### Assignment
Where the data below has the string "image", return the whole line.

Records from a dataset
--------

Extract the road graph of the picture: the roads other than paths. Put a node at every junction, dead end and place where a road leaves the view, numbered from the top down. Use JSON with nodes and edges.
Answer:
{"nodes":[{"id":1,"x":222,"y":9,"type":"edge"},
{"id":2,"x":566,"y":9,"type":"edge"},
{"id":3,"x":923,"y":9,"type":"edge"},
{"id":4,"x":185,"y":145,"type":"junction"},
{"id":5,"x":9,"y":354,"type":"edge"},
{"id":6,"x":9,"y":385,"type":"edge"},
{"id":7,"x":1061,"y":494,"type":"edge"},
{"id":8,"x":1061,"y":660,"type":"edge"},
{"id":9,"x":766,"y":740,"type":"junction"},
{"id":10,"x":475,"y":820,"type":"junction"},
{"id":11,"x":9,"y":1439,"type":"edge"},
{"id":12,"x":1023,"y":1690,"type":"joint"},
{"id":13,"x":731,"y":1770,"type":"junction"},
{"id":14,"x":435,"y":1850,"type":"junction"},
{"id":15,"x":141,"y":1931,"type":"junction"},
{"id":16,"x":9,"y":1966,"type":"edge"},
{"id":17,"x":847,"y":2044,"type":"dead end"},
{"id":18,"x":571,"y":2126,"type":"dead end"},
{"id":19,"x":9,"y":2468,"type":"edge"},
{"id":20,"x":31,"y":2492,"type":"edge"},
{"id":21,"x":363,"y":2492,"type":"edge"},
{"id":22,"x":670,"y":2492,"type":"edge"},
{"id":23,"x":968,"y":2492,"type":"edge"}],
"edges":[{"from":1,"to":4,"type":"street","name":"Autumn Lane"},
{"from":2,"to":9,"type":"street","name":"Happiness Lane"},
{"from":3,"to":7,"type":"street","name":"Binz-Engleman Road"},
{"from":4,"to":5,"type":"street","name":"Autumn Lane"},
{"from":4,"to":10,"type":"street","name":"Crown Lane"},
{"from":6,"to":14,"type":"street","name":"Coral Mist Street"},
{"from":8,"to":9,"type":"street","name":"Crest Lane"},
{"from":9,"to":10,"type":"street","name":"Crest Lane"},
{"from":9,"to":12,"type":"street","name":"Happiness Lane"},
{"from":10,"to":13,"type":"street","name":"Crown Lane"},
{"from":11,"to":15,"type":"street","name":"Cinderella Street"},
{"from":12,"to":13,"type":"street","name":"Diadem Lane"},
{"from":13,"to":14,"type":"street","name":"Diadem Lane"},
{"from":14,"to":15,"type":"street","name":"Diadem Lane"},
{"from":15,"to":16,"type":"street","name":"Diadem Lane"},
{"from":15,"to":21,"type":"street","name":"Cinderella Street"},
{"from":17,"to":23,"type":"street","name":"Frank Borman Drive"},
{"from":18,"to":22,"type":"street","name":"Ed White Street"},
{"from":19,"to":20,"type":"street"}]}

--------

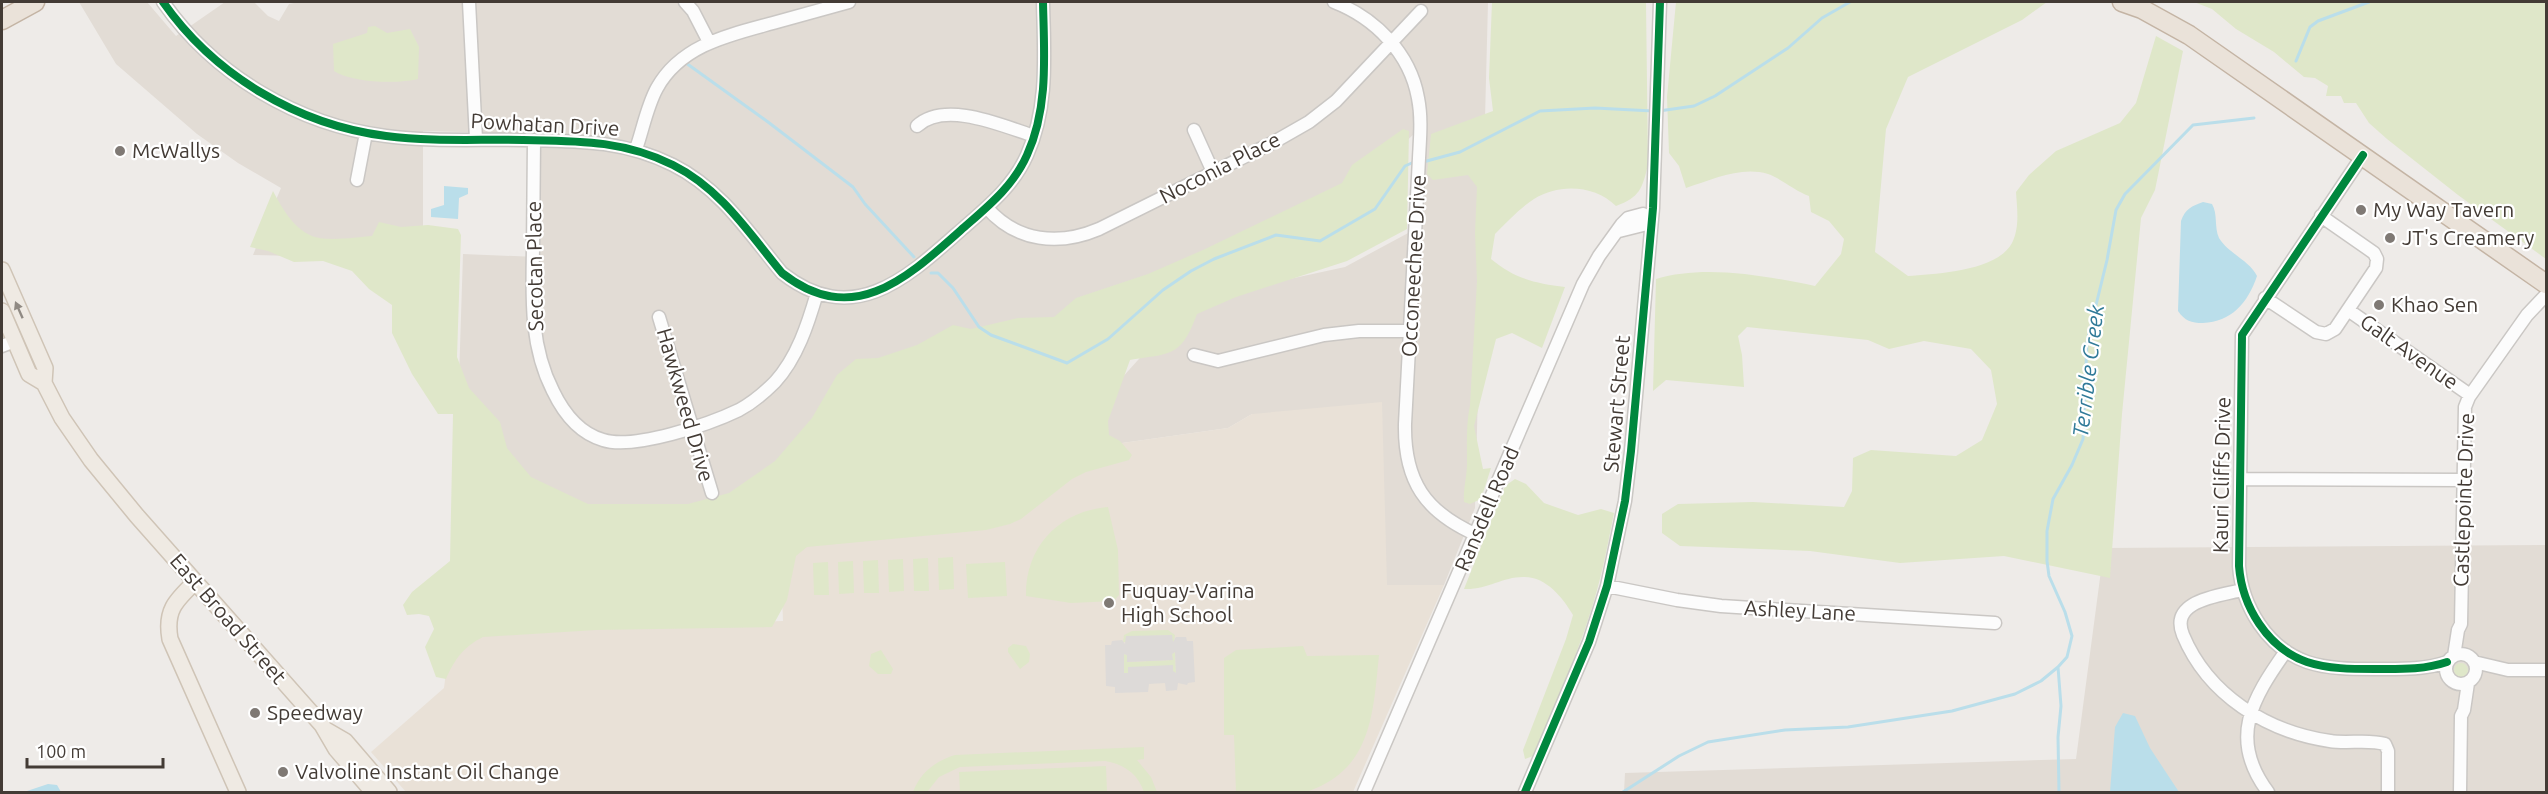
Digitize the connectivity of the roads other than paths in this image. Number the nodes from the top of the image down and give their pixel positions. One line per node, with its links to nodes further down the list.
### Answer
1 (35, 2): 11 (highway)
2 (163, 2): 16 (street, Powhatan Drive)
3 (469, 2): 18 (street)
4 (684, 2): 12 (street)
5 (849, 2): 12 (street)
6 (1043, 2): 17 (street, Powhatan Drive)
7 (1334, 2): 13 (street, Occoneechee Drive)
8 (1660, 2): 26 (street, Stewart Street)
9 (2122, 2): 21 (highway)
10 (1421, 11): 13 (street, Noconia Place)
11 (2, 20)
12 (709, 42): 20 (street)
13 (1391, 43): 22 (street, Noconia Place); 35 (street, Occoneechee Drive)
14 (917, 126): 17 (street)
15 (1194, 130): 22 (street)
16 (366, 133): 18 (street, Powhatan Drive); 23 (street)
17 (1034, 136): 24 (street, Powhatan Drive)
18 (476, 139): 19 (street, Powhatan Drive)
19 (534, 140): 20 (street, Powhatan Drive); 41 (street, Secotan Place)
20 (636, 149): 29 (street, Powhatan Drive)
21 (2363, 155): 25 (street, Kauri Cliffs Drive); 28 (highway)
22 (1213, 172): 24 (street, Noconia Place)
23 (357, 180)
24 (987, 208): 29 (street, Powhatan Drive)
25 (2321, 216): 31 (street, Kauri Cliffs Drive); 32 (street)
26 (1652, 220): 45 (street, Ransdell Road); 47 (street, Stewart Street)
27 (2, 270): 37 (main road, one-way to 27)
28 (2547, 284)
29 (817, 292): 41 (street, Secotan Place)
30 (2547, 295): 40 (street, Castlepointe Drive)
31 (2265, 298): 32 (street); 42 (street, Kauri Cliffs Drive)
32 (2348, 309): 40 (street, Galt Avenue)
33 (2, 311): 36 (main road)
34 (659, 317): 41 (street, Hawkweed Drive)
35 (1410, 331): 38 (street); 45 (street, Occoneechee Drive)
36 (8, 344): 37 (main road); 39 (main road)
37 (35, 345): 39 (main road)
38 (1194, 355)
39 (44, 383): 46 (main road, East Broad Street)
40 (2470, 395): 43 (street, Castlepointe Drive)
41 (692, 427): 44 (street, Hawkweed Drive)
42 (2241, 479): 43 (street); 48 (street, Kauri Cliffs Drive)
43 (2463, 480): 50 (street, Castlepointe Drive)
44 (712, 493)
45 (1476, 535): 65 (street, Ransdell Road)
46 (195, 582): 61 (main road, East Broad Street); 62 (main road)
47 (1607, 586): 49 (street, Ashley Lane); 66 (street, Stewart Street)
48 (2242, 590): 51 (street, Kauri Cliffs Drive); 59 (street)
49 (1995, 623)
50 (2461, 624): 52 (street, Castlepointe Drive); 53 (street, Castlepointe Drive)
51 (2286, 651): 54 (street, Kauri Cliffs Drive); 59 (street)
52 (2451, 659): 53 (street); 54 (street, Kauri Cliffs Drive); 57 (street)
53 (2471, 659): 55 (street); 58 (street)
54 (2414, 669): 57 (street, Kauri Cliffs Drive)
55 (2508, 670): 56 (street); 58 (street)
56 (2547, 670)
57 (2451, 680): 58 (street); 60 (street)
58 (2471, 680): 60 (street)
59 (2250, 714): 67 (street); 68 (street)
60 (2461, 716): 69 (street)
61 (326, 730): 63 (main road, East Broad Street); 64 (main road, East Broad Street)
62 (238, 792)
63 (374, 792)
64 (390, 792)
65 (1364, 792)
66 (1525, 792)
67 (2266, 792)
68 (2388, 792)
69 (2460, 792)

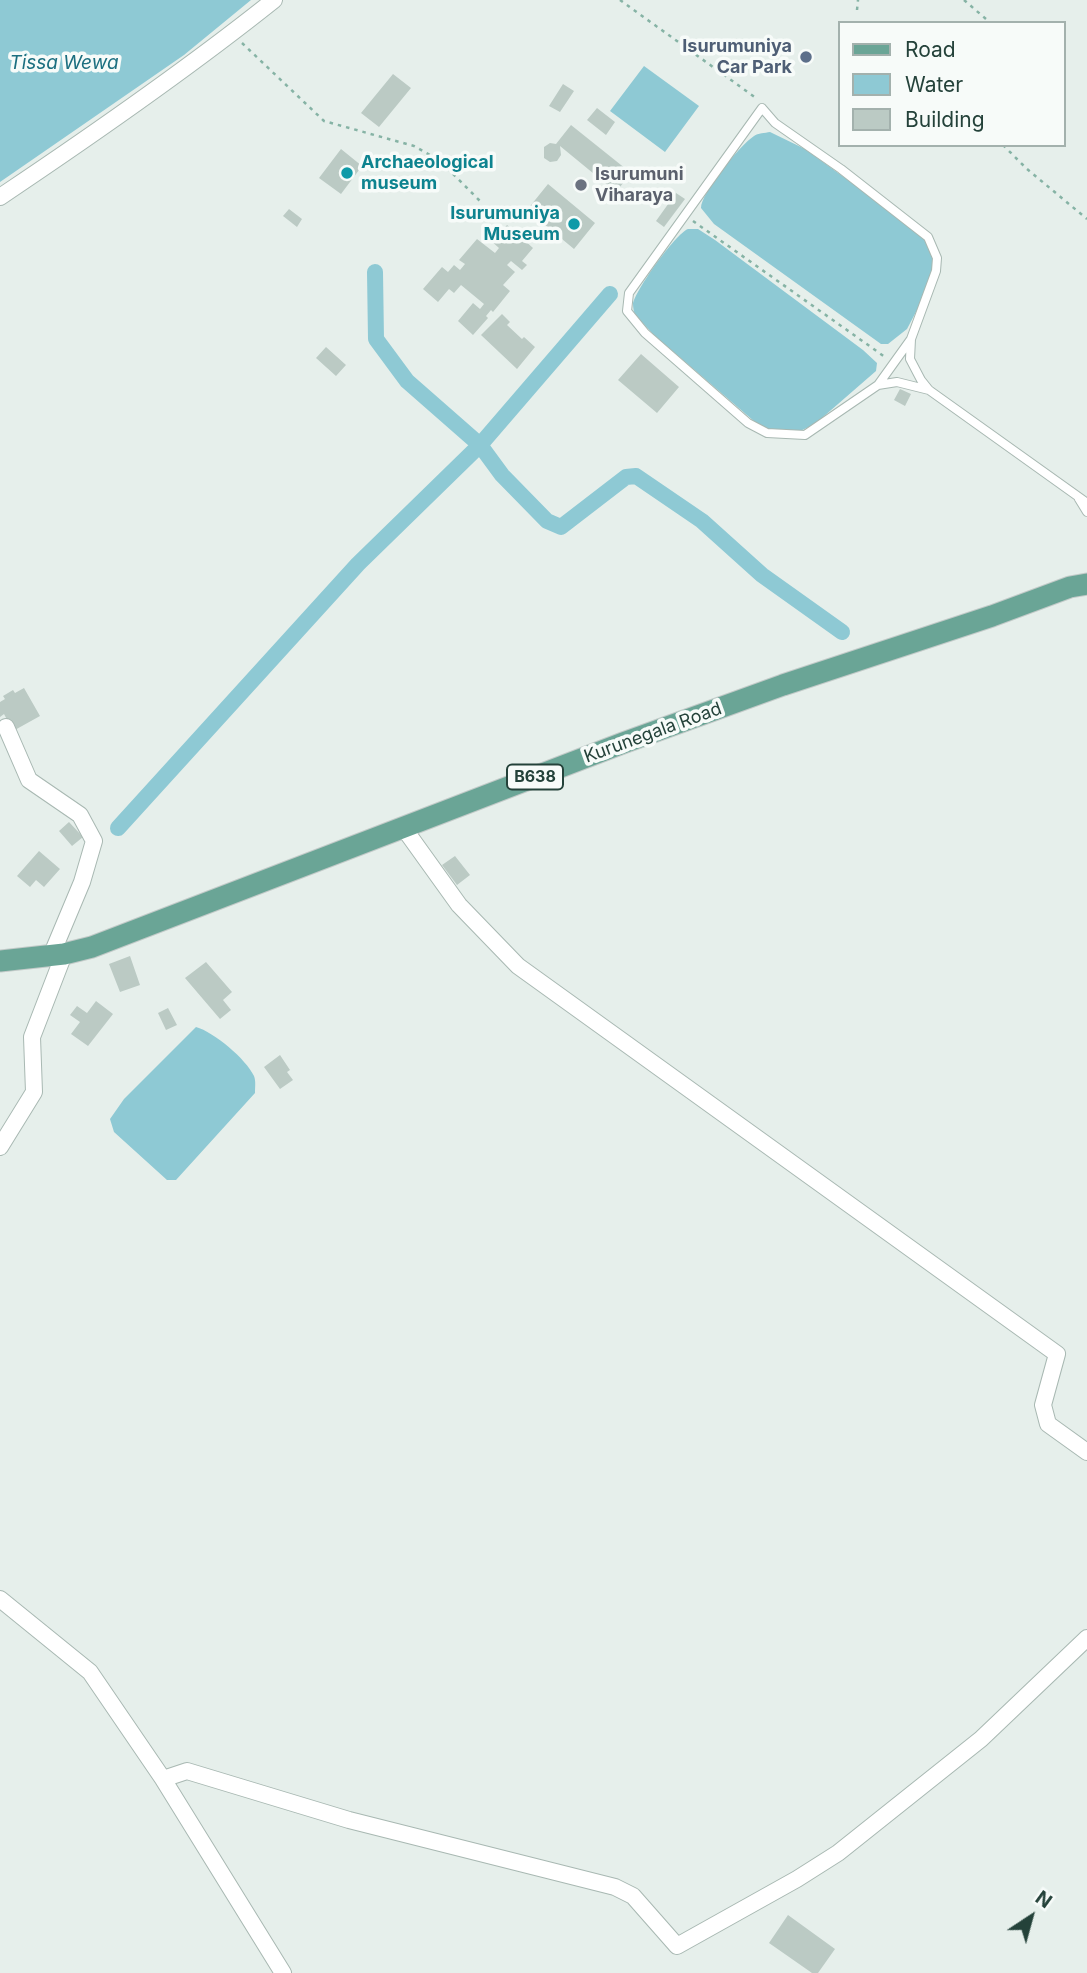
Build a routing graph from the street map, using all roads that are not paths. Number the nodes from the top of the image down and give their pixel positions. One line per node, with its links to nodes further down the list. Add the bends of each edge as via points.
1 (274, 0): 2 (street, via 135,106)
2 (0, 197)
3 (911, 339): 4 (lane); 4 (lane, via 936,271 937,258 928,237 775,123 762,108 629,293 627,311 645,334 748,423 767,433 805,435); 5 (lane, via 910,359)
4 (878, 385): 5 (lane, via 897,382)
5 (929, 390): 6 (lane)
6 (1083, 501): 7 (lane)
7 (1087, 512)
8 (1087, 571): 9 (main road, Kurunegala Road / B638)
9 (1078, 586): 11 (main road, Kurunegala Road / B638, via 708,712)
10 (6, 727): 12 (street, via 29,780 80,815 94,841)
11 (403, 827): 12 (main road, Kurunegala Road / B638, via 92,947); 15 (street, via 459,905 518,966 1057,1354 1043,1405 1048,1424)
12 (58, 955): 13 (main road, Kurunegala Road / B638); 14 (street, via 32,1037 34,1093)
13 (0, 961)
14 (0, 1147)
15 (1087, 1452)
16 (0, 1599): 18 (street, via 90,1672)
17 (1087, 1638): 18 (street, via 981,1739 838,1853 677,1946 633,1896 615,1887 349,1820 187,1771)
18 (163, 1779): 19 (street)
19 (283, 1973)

--------

### Solution for this exercise
Digitize the connectivity of the roads other than paths in this image. Number the nodes from the top of the image down and give their pixel positions. One line per node, with its links to nodes further down the list.
Build a routing graph from the street map, using all roads that are not paths. Number the nodes from the top of the image down and give their pixel positions. One line per node, with its links to nodes further down the list. Add the bends of each edge as via points.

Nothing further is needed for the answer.